Let’s just take that piece then. When should it have happened? I feel you would have thought the same thing over the last nine months.
Not during a pandemic when it supports the pro-genocide political party. The responsible thing is to postpone release until the pandemic was dealt with.
I think you could even have the conversation now, but stripped of the framing that ties it to the pandemic. The gain of function debate is vitally important and due to the stakes can’t really be delayed for a more comfortable time, because the stakes are rising each year. A conversation that important needs to be firmly grounded in facts and this article sets back the debate rather than advances it.
This, the simplest solution.
A lot of the points you are making are easier to address if we pretend that the rona was, in fact, known to be an engineered virus released from a Chinese lab.
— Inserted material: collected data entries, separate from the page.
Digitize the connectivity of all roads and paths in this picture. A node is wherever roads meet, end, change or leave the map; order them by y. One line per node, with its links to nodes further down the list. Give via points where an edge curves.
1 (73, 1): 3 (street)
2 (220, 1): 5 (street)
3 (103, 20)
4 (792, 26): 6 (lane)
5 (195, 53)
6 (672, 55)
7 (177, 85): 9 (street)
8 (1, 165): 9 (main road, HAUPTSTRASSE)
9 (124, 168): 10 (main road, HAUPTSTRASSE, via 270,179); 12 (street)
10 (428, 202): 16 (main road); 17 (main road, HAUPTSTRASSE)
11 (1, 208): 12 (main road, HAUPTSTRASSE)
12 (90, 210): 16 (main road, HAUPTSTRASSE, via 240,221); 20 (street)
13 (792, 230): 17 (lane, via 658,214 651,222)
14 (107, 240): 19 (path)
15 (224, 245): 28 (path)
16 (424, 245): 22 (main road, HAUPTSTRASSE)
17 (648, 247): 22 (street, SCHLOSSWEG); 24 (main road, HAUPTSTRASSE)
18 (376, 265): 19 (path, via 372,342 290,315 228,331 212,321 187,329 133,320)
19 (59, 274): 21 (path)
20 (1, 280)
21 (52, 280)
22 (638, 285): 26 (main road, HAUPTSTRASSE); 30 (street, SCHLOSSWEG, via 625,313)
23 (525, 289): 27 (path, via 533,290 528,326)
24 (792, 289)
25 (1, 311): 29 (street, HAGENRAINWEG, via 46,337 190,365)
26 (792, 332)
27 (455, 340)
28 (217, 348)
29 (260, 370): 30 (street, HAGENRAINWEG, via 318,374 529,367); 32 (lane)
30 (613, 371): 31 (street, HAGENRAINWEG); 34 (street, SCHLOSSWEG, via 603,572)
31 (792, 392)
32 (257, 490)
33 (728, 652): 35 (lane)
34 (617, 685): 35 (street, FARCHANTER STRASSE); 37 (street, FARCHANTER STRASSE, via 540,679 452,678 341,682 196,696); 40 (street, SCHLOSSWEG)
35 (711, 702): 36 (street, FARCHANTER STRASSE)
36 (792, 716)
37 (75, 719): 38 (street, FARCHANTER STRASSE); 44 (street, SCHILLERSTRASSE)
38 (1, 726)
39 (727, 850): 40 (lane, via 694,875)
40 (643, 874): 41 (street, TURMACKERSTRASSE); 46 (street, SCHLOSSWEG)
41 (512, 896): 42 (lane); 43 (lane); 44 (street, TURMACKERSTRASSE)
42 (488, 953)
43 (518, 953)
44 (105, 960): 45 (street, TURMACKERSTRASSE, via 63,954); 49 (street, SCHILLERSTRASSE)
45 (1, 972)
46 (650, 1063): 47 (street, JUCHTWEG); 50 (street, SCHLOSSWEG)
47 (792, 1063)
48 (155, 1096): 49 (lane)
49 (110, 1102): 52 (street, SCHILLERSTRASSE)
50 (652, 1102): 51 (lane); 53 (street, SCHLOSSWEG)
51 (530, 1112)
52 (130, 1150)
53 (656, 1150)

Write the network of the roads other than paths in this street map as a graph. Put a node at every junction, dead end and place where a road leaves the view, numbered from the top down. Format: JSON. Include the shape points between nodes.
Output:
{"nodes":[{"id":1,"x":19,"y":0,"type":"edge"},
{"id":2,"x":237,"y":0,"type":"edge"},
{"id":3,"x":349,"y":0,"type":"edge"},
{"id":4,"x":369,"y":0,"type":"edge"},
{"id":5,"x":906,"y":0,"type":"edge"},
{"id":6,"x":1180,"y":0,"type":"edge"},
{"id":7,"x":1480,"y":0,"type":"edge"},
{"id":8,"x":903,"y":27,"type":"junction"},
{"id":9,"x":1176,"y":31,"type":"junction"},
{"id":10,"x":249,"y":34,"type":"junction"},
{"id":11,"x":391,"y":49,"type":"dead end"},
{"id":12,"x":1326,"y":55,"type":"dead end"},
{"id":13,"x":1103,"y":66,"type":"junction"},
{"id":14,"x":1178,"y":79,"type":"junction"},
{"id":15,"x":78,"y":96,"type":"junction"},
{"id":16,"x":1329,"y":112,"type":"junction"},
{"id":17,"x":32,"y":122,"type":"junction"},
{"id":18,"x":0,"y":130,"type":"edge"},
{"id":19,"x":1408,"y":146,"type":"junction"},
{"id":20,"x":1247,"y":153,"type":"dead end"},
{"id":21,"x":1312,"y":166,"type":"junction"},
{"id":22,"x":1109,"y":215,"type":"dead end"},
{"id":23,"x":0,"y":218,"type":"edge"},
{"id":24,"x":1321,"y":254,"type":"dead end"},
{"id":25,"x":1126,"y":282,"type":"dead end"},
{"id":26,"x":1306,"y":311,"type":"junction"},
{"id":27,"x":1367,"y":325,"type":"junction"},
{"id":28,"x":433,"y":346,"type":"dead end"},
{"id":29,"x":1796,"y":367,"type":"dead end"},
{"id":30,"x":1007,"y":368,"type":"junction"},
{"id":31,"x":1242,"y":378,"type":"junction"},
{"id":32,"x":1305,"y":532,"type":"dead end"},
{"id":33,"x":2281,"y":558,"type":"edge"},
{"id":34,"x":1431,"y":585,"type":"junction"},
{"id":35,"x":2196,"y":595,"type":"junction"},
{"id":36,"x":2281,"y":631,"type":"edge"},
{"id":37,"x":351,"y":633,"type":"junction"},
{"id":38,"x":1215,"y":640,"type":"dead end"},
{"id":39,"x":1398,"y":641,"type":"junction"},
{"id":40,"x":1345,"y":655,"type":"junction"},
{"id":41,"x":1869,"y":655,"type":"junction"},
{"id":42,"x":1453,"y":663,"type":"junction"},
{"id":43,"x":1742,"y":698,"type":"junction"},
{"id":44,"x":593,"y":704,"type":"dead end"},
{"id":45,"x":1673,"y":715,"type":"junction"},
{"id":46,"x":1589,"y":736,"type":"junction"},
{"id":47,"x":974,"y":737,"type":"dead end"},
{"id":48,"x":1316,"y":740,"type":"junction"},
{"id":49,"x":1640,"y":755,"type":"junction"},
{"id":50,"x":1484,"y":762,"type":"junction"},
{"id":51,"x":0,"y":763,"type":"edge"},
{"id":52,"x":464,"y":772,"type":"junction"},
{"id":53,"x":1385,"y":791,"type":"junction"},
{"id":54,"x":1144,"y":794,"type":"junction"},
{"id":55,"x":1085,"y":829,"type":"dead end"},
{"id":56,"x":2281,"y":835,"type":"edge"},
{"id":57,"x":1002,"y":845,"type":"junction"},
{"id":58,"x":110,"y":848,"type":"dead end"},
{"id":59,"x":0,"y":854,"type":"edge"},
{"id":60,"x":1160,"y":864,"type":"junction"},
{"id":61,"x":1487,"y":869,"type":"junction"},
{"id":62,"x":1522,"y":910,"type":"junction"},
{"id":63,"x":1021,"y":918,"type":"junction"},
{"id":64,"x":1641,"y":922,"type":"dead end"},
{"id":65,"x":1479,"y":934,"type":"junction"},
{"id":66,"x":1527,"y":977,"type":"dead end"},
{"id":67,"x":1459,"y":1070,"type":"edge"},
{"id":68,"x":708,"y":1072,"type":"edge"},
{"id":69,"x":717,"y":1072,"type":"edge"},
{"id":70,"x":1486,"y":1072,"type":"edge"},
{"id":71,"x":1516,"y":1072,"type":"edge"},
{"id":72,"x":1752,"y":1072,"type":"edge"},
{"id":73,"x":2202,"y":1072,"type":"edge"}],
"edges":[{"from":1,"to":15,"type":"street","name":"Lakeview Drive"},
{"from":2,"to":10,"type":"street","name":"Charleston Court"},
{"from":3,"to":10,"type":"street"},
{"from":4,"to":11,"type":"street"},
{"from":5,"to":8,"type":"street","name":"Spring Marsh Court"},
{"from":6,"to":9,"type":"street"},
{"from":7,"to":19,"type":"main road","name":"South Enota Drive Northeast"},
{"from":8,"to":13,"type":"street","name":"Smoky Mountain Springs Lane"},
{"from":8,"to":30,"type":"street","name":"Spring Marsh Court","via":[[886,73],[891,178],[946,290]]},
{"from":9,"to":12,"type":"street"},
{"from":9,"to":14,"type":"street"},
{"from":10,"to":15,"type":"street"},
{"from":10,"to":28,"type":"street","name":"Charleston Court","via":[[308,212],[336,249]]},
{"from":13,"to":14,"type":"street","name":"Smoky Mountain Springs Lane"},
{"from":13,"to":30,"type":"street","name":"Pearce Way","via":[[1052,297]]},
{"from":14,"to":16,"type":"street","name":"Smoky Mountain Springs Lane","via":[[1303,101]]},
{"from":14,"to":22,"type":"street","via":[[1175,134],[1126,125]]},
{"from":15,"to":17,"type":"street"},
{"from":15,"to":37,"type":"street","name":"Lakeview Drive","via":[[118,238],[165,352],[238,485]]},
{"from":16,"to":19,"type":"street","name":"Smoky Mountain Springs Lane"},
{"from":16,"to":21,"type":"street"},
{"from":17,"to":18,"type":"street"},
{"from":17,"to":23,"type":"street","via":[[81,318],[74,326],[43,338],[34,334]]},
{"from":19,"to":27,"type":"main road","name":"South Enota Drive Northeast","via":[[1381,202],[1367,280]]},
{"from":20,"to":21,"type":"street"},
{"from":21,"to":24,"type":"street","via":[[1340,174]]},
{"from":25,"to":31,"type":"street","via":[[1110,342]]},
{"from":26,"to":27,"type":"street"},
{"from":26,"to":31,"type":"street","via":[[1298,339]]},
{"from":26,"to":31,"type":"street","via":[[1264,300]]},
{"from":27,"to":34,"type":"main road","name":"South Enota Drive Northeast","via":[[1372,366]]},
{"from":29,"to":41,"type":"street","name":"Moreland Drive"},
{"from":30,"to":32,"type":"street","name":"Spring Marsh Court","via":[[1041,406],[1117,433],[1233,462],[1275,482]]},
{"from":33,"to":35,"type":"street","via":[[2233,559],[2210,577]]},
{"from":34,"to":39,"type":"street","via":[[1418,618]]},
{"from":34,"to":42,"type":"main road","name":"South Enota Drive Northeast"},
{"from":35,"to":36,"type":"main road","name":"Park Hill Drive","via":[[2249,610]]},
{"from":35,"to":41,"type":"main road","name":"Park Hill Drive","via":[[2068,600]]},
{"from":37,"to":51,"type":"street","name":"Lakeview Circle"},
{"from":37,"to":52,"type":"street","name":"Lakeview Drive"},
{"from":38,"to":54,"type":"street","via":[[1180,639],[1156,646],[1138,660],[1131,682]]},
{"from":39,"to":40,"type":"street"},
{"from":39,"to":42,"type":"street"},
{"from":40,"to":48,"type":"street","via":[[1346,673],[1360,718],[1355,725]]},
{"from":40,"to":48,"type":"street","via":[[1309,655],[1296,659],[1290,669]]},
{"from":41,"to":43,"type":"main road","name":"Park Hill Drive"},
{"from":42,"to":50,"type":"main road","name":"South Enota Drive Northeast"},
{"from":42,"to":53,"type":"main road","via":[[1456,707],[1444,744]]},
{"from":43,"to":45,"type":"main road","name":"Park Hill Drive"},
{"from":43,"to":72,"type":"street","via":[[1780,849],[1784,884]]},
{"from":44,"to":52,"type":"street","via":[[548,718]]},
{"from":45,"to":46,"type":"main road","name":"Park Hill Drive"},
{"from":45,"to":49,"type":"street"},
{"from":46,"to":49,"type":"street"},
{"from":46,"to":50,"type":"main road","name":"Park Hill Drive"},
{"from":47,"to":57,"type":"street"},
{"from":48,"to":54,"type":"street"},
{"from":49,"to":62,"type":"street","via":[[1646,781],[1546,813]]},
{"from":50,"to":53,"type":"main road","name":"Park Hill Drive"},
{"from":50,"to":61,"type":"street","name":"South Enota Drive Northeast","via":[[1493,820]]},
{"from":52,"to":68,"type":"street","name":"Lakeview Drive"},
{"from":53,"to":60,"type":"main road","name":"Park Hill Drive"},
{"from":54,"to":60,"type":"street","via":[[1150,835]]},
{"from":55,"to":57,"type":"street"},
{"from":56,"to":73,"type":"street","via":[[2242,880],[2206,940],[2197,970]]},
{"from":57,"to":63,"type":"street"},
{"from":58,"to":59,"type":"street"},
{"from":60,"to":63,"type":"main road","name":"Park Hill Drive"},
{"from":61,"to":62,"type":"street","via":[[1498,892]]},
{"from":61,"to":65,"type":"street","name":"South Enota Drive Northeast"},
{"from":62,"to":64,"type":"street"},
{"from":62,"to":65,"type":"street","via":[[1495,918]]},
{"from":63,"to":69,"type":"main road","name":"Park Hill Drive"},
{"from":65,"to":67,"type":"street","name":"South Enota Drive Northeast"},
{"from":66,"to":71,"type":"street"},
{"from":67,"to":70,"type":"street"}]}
In that scenario, it would be entirely reasonable for non-experts to ask if virologists should have been doing that kind of research. But for the answer, we’d still have to rely on experts. Because their argument would be (and is) that this kind of pandemic is going to happen, and the point of all their research efforts is to be able to do something about it beyond sitting there and waiting for the deaths to stop. Given the remarkable speed at which covid treatment has evolved, I’d say the scientific community overall has shown that it does know what it’s talking about here. The questions that concern you are continually debated within that community, and perhaps would be reëxamined in this scenario. But it’s ultimately still a technical question, which wouldn’t be advanced by having random members of the public write in to Cell with our hot takes.
In other words: if we knew the rona was man-made, then no one would care what Nicholson Baker thought about the subject. So it’s not that he brings an interesting perspective, and obviously he doesn’t have new information for us. He’s just sort of taking us on a 12,000-word tour of a counterfactual world where he gets to cosplay as the subject-matter authority. That’s the opposite of valuable science journalism, which really does ask questions, and then reports the answers from people who have some standing.
I have no intention of reading the article or book. I’ve read plenty from actual scientists about immunology and virology. Frankly, I don’t think there’s ever a good time to have a conversation about the topic that is framed the way Baker’s is. I mean, he’s so out of his depth that he doesn’t even understand BSL classifications and the associated lab protocols, as evidenced by the fact-free statement about “anybody can experiment with pathogens.” The more I consider that assertion, the more clueless it appears. Not only do higher BSL labs require massively expensive infrastructure (BSL-3 requires the resources of at least a university or major corporation; BSL-4 is the exclusive domain of G20 government facilities), there is tight control over who can even work there. A BSL-4 lab requires high government clearance levels as well as professional credentialing.
Two reviews of his book:
The new york times criticizes Baker’s habit of idly speculating.
Baker is making a case for himself as a man of small and virtuous pleasures. He goes to a Quaker meeting. He loves his wife and the warmth of her body in bed. He loves the feel of a paw in his hand, the smell of a laundry detergent that reminds him of his son.
By contrast, our leading Cold War wise men, with their “deep crazy suspicions and enmities,” are “not normal people.” Baker can be slashingly funny about this “tiny handful of unelected desk warriors,” middle-aged men reveling in “a form of treehouse, boy’s-club, prep-school ugliness” and their “power to wage political war via cablegram in a suit and tie, and drop hints to newspaper columnists over cocktails in a Georgetown living room that same night.”
Yet Baker smears even the likes of this establishment with what he chooses to “redact” on his own. His distortions, speculations and omissions outstrip any effort to note them all. Suffice it to say that in his view there is not a calamity anywhere in the world that was not caused by a United States government program. Baker wonders “idly and perhaps unfairly” whether a 1920s Department of Agriculture effort to eradicate barberry bush didn’t make the Dust Bowl worse. (It didn’t.) And he muses that “Rabbit fever, Q fever, bird flu, Lyme tick disease, wheat stem rust, African swine fever and hog cholera all look, to my nonscientist’s eye, like unnatural epidemics that owe their outbreaks to the laboratory” — an American laboratory, that is.
I haven’t read the book. The premise sounds interesting, but if it’s just going to be groundless speculation after groundless speculation (as hinted at by his COVID-19 article), it’s not worth my time.